Paquita Sitzer, su hija Elisabeth y Calvet en 2012, cuando volvió a recorrer los caminos de su huida.

"Los recuerdos de Paquita de ese viaje eran los de una niña de cinco años, mezclados con las historias que había oído contar. Cuando recibe mi carta –explica Josep Clavet– logra encajar una parte del puzle que había sido su viaje. Víctor, el sastre, les puso en contacto con dos contrabandistas que trabajaban como guías. El camino a pie fue a ratos duro para Paquita, que en algunos tramos del camino fue llevada en brazos por los guías. Cuando llegaron a Les, el agente de policía comunica al gobernador civil su llegada. Y sucedió una cosa rara, y es que el gobernador Cremades ordenó que les llevaran al campo de concentración de Miranda de Ebro, cuando hasta entonces allí solo se enviaba a hombres en edad militar. Según nos contó Paquita, fueron los vecinos de Les quienes impidieron que les trasladaran a ese campo".

Y es que tras el contacto inicial entre el historiador y la niña François Bielinsky –desde que pasó por Les conocida como Paquita– regresó al Valle de Arán a recorrer los caminos que había hecho con sus padres y hermano, en agosto de 2012, con su hija y su yerno.

Hotel Restaurante en Fos, otro de los puntos por los que transitaron los judíos que escapaban de la Europa ocupada.

Los Bielinsky lograron llegar a Vigo, donde el 13 de enero de 1943 embarcaron camino de Venezuela, su nuevo hogar. Paquita se casó con Juan Sitzer y el profesor Calvet la encontró en 2011 gracias "a una revista de la comunidad judía de los supervivientes en Venezuela. Empezaba la investigación por las listas de detenidos en las cárceles, luego adonde habían ido tras esas primeras detenciones en prisiones como la de Sort y por donde salieron", termina el profesor Josep Calvet, mientras sigue enseñando el lugar de Les donde reza una placa puesta ese verano de 2012, cuando la niña François Bielinsky, convertida ya en Paquita Sitzer retomó el camino que había realizado 70 años antes. Víctor Mesple-Somps, el sastre que había ayudado a su familia, tuvo menos suerte. Fue denunciado a la Gestapo y murió en el campo de concentración de Sachsenhausen.

La memoria viva hoy

En la actualidad, las cinco rutas por las que lo judíos llegaban a Lleida atravesando el Pirineo están perfectamente señalizadas. Al recorrerlas, no solo debemos tener presente a los judíos perseguidos por el nazismo, sino a tantos otros que escaparon en busca de la libertad huyendo de Hitler: militares de los países que el III Reich iba ocupando (polacos, belgas, holandeses…). Después los aviadores aliados (británicos, estadounidenses, canadienses) tras ser abatidos en el frente de batalla y que querían regresar al combate o a la Resistencia.

Entrada al Valle de Arán.

Los paisajes que ofrecen –ya sea primavera, verano, otoño incluso parte del invierno– son de una belleza difícil de narrar. El Parque Nacional de Aigüestortes resume lo que las palabras no alcanzan a describir. Atrás quedan miles de historias que profesores como Josep Calvet siguen persiguiendo. Y las de héroes anónimos, gente que escondía a los perseguidos donde podía, guías anónimos que se jugaron la vida. Algunos de ellos incluidos entre los declarados "Los Justos entre las Naciones". Quedan muchas historias por contar completas, como el papel de un personaje como Samuel Seguerra y su trabajo en el American Jewish Joint Distribution Committee, un asunto que apasiona a Calvet.

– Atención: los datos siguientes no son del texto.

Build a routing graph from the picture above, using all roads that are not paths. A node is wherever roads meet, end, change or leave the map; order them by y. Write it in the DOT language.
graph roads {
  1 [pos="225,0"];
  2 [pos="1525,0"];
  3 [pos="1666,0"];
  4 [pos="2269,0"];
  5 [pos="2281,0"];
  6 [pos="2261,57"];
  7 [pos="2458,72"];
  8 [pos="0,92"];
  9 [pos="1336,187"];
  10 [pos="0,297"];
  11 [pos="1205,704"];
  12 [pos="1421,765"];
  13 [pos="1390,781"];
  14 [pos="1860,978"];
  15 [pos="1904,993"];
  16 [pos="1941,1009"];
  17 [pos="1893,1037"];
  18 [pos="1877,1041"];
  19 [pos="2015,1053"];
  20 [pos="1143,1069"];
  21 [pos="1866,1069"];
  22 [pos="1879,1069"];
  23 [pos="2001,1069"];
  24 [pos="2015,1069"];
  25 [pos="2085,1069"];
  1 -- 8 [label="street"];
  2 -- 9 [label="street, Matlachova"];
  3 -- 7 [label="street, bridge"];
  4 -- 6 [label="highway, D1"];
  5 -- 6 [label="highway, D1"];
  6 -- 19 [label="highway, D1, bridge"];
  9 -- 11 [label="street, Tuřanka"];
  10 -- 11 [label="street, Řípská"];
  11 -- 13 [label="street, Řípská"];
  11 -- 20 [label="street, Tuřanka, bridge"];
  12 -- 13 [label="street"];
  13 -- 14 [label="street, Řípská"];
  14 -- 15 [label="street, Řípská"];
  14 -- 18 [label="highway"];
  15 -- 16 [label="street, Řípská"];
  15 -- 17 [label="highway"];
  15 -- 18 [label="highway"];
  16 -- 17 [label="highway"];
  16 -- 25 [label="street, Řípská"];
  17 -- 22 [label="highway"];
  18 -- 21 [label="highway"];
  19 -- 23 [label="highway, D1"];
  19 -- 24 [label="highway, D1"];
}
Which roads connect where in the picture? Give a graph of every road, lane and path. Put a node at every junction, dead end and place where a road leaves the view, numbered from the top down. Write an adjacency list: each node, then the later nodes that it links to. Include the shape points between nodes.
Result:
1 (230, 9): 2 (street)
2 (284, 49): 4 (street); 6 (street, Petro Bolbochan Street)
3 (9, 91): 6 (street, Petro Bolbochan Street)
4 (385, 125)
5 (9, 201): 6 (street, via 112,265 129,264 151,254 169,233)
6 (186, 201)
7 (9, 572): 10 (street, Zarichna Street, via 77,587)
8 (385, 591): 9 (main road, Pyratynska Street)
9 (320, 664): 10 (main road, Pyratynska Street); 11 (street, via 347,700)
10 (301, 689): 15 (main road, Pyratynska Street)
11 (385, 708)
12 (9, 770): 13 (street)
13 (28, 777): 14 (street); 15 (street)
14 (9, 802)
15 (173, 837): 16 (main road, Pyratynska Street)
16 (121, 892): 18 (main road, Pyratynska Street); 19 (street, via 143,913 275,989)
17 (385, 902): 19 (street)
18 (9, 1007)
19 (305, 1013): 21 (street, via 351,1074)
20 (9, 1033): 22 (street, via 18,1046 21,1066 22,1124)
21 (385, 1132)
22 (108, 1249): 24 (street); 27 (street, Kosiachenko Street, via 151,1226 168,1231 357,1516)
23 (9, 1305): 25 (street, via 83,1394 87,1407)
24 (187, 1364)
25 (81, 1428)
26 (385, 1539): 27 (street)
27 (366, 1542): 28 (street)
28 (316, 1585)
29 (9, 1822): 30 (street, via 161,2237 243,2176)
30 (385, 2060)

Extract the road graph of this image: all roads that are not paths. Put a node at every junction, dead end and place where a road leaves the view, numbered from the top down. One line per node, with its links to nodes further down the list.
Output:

El libro de este historiador es una buena guía para empezar el recorrido, al tiempo que uno puede escalar los picos de Arán, o recorrer el románico y las rutas de nieve de Boí Taüll. Porque el turismo y la historia se complementan a la perfección y conviene siempre recordar que, según Cicerón, "los pueblos que olvidan su historia están condenados a repetirla".